Figure 4: miR-324-5p antagomir reduces microRNA-induced silencing of Kv4.2 in the pilocarpine model.

(A) Timeline depicting age of the mice during pilocarpine injection, antagomir treatment and tissue collection. (B) Schematic of Ago2-specific immunoprecipitation to assess Kv4.2 mRNA levels in the RISC. (C) Reduced association of Kv4.2 mRNA with Ago2 was observed after miR-324-5p antagomir treatment compared to scrambled control (C: SCR: n=15, a-324-5p: n=14, unpaired one-tailed t-test, t(27)=1.940, *p=0.031). mRNA levels in Ago2-IPs were quantified by qRT-PCR and normalized to input levels. (D,E) Western blot analyses of hippocampal lysates show significantly increased Kv4.2 expression in chronically seizing mice 10 days after miR-324-5p antagomir treatment compared to scrambled control (SCR: n=15, a-324-5p: n=14, unpaired one-tailed Mann-Whitney test, *p=0.047).
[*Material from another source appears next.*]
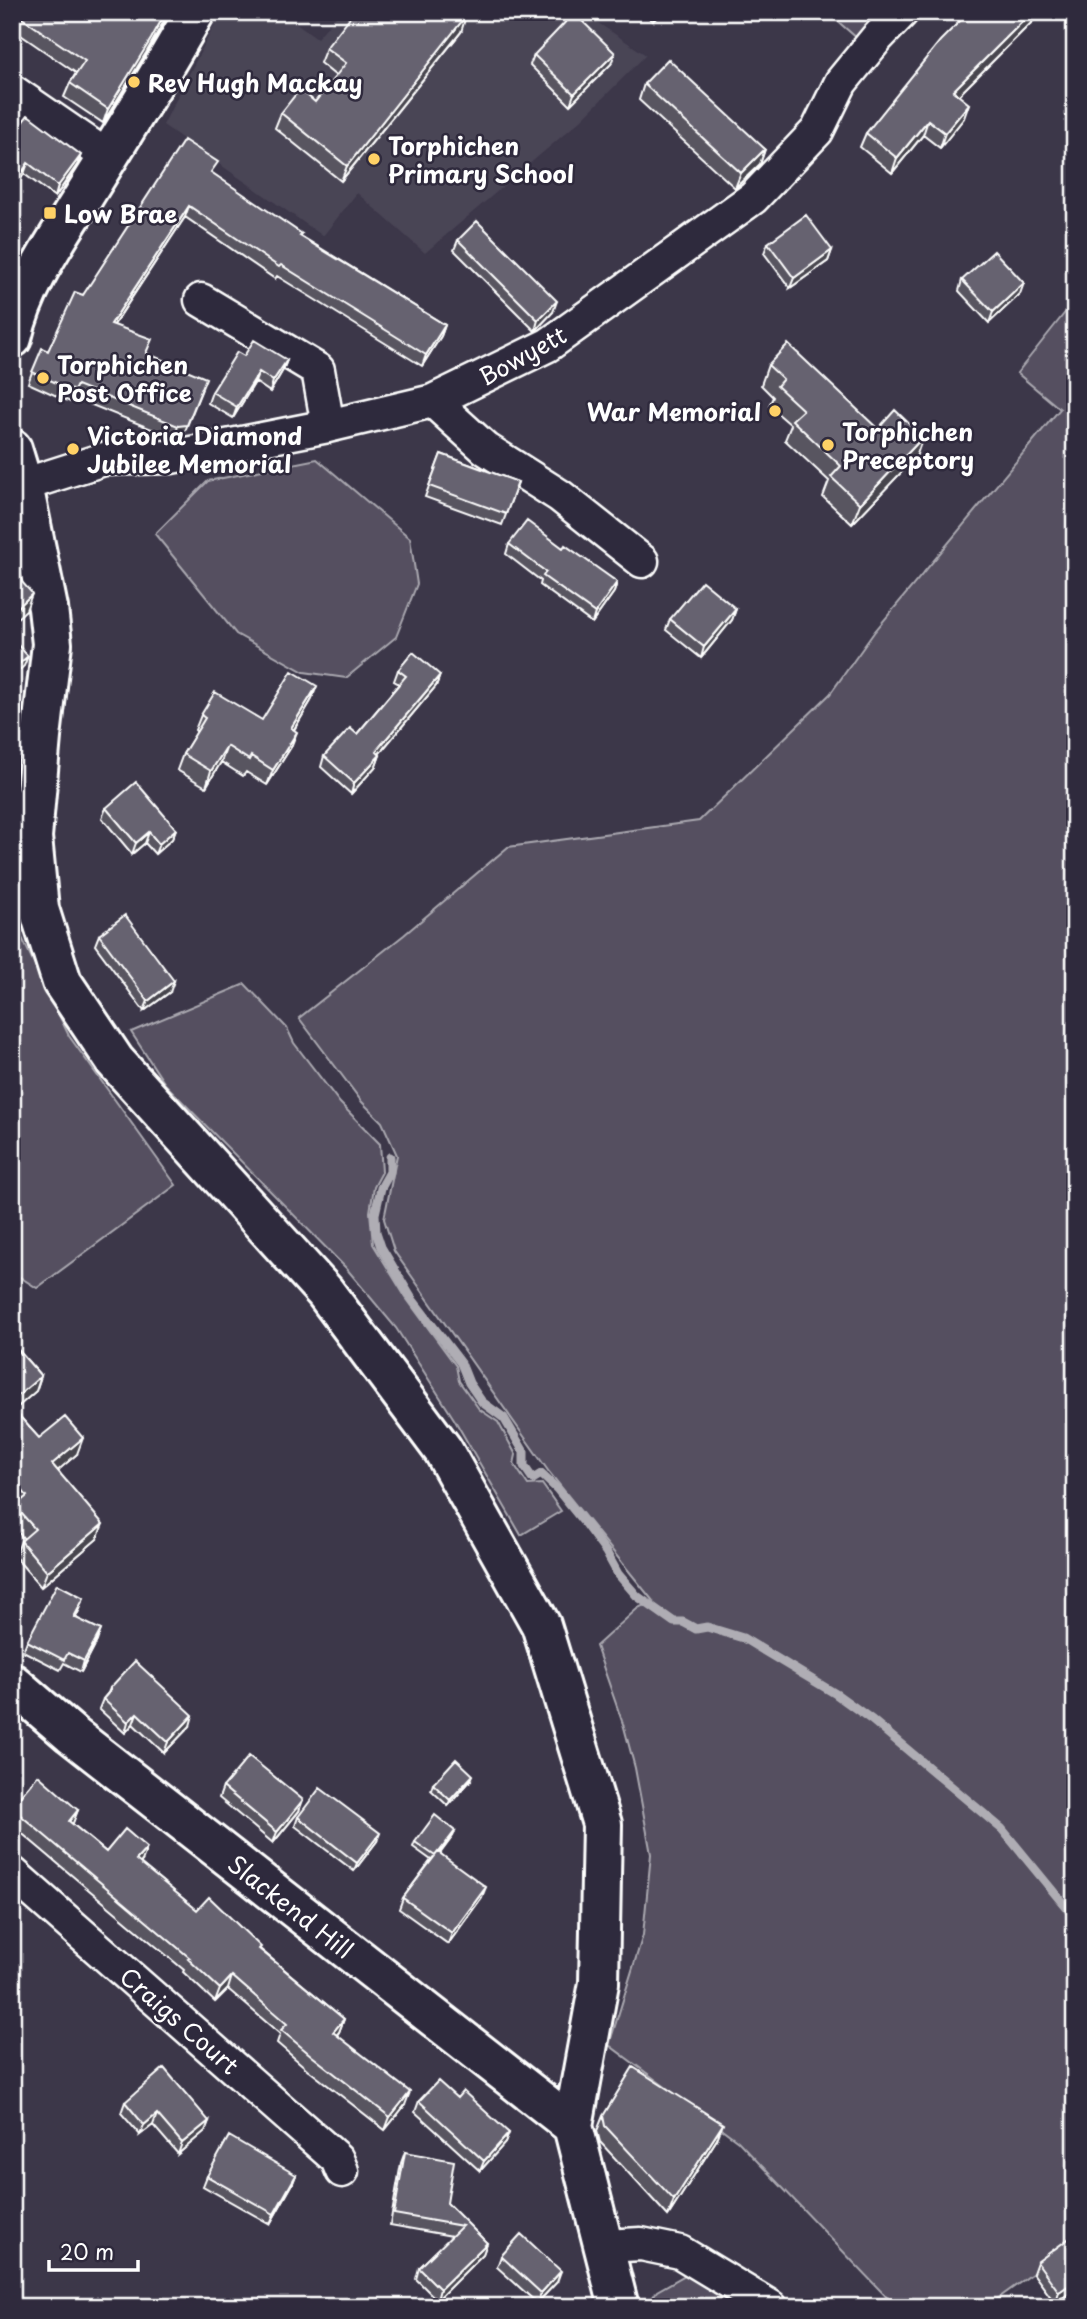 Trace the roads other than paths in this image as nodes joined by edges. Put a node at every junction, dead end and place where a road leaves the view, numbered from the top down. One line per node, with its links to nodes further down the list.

Example blot of 2 different mice per condition (#1-4, loaded in duplicates) shown in D, cumulative quantification shown in E. Kv4.2-specific signal was normalized to loading control (Akt or βTubulin) on the same blot. Asterisk indicates Kv4.2-specific band that is absent in lysates from Kv4.2 KO mice. (F) Kv4.2 mRNA levels (normalized to βtubulin) were not significantly changed after antagomir treatment (SCR: n=15, a-324-5p: n=14, unpaired one-tailed t-test, t(27)=0.916, p=0.184). Error bars represent SEM.